▶ _DIRECTIONS FOR THIS TASK_
How many lines of the data contain "Brahmsweg"? Reply with the number alone.

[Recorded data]
◇ ◇ ◇ ◇

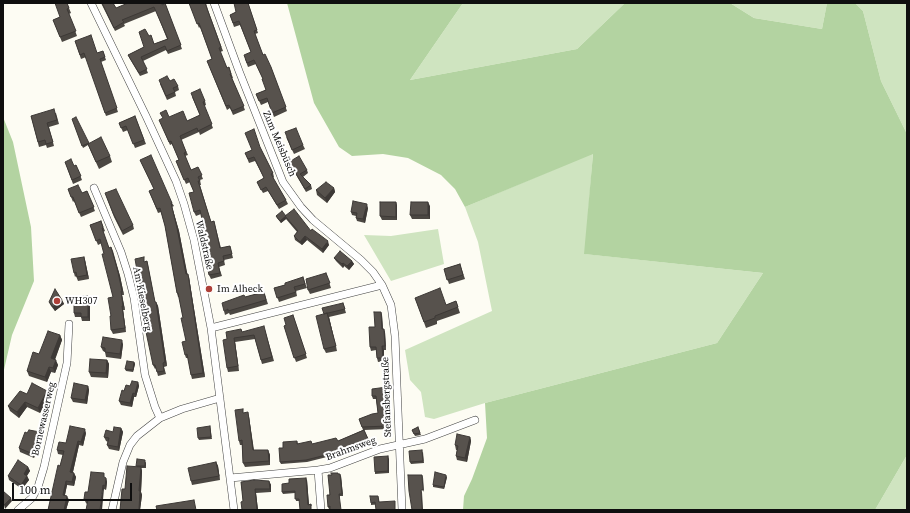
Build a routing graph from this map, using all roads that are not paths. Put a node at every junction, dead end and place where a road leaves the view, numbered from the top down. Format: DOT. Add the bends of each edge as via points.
graph roads {
  1 [pos="91,3"];
  2 [pos="214,3"];
  3 [pos="94,188"];
  4 [pos="382,285"];
  5 [pos="69,324"];
  6 [pos="211,328"];
  7 [pos="220,398"];
  8 [pos="160,418"];
  9 [pos="475,420"];
  10 [pos="399,444"];
  11 [pos="318,470"];
  12 [pos="230,478"];
  13 [pos="18,510"];
  14 [pos="112,510"];
  15 [pos="234,510"];
  16 [pos="321,510"];
  17 [pos="402,510"];
  1 -- 6 [label="street, Waldstraße" via="176,181 194,240"];
  2 -- 4 [label="street, Zum Meisbüsch" via="283,182 313,220 361,260"];
  3 -- 8 [label="street, Am Kieselberg" via="127,269 134,298 145,375"];
  4 -- 6 [label="street"];
  4 -- 10 [label="street, Stefansbergstraße" via="391,304 393,316"];
  5 -- 13 [label="street, Bornewasserweg" via="67,363 44,467 32,498"];
  6 -- 7 [label="street, Waldstraße"];
  7 -- 8 [label="street"];
  7 -- 12 [label="street, Waldstraße"];
  8 -- 14 [label="street" via="137,436 130,445 121,468"];
  9 -- 10 [label="street, Brahmsweg" via="425,439"];
  10 -- 11 [label="street, Brahmsweg"];
  10 -- 17 [label="street, Stefansbergstraße"];
  11 -- 12 [label="street, Brahmsweg"];
  11 -- 16 [label="street"];
  12 -- 15 [label="street, Waldstraße"];
}
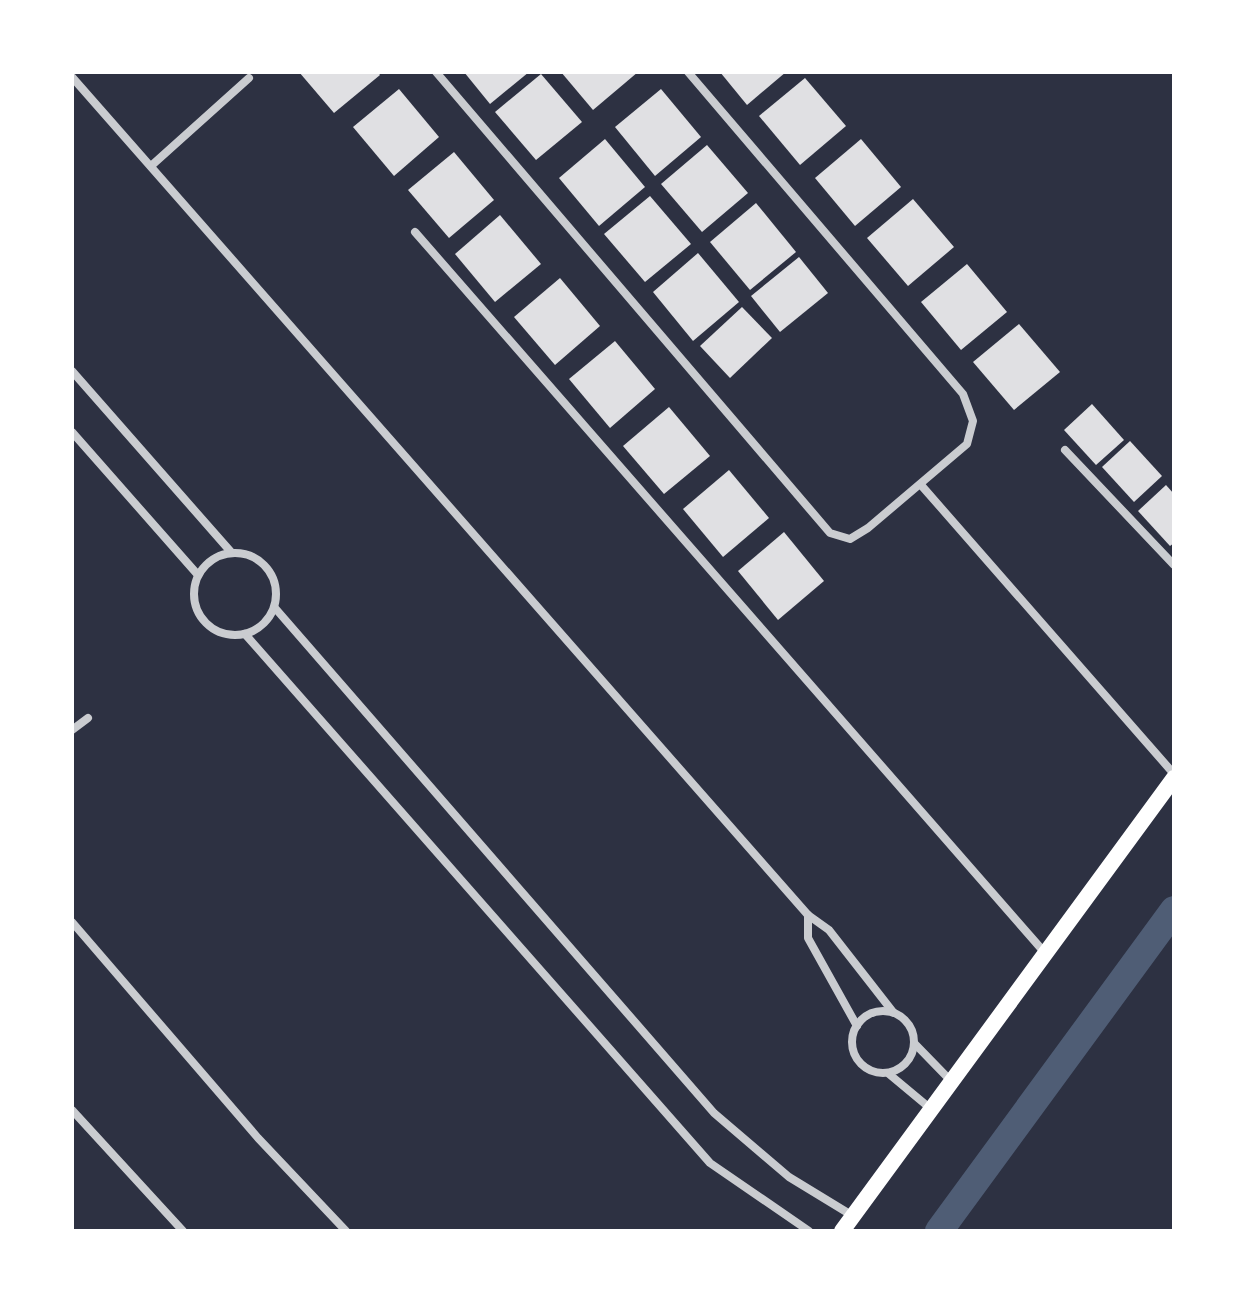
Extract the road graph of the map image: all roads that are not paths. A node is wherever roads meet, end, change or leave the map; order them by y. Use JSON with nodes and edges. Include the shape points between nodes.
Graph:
{"nodes":[{"id":1,"x":436,"y":72,"type":"edge"},
{"id":2,"x":688,"y":72,"type":"edge"},
{"id":3,"x":72,"y":77,"type":"edge"},
{"id":4,"x":249,"y":78,"type":"dead end"},
{"id":5,"x":151,"y":166,"type":"junction"},
{"id":6,"x":415,"y":232,"type":"dead end"},
{"id":7,"x":72,"y":371,"type":"edge"},
{"id":8,"x":72,"y":432,"type":"edge"},
{"id":9,"x":1065,"y":450,"type":"dead end"},
{"id":10,"x":921,"y":485,"type":"junction"},
{"id":11,"x":231,"y":552,"type":"junction"},
{"id":12,"x":1174,"y":565,"type":"edge"},
{"id":13,"x":198,"y":575,"type":"junction"},
{"id":14,"x":275,"y":608,"type":"junction"},
{"id":15,"x":245,"y":634,"type":"junction"},
{"id":16,"x":88,"y":718,"type":"dead end"},
{"id":17,"x":72,"y":730,"type":"edge"},
{"id":18,"x":1174,"y":776,"type":"edge"},
{"id":19,"x":808,"y":915,"type":"junction"},
{"id":20,"x":72,"y":922,"type":"edge"},
{"id":21,"x":1045,"y":953,"type":"junction"},
{"id":22,"x":893,"y":1012,"type":"junction"},
{"id":23,"x":857,"y":1026,"type":"junction"},
{"id":24,"x":915,"y":1044,"type":"junction"},
{"id":25,"x":889,"y":1074,"type":"junction"},
{"id":26,"x":952,"y":1082,"type":"junction"},
{"id":27,"x":72,"y":1110,"type":"edge"},
{"id":28,"x":931,"y":1110,"type":"junction"},
{"id":29,"x":853,"y":1216,"type":"junction"},
{"id":30,"x":183,"y":1231,"type":"edge"},
{"id":31,"x":346,"y":1231,"type":"edge"},
{"id":32,"x":809,"y":1231,"type":"edge"},
{"id":33,"x":842,"y":1231,"type":"edge"}],
"edges":[{"from":1,"to":10,"type":"street","via":[[830,533],[850,539]]},
{"from":2,"to":10,"type":"street","via":[[963,394],[973,421],[967,444]]},
{"from":3,"to":5,"type":"street"},
{"from":4,"to":5,"type":"street"},
{"from":5,"to":19,"type":"street"},
{"from":6,"to":21,"type":"street"},
{"from":7,"to":11,"type":"street"},
{"from":8,"to":13,"type":"street"},
{"from":9,"to":12,"type":"street"},
{"from":10,"to":18,"type":"street"},
{"from":11,"to":13,"type":"street","via":[[217,556]]},
{"from":11,"to":14,"type":"street","via":[[245,553],[268,568],[277,594]]},
{"from":13,"to":15,"type":"street","via":[[199,614],[219,632]]},
{"from":14,"to":15,"type":"street","via":[[257,629]]},
{"from":14,"to":29,"type":"street","via":[[714,1113],[789,1177]]},
{"from":15,"to":32,"type":"street","via":[[710,1163]]},
{"from":16,"to":17,"type":"street"},
{"from":18,"to":21,"type":"main road"},
{"from":19,"to":22,"type":"street","via":[[829,930]]},
{"from":19,"to":23,"type":"street","via":[[808,938]]},
{"from":20,"to":31,"type":"street","via":[[258,1138]]},
{"from":21,"to":26,"type":"main road"},
{"from":22,"to":23,"type":"street","via":[[872,1013]]},
{"from":22,"to":24,"type":"street","via":[[910,1025]]},
{"from":23,"to":25,"type":"street","via":[[852,1046],[861,1064]]},
{"from":24,"to":25,"type":"street","via":[[907,1064]]},
{"from":24,"to":26,"type":"street"},
{"from":25,"to":28,"type":"street"},
{"from":26,"to":28,"type":"main road"},
{"from":27,"to":30,"type":"street"},
{"from":28,"to":29,"type":"main road"},
{"from":29,"to":33,"type":"main road"}]}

◇ ◇ ◇ ◇

▶ _TASK SOLUTION_
3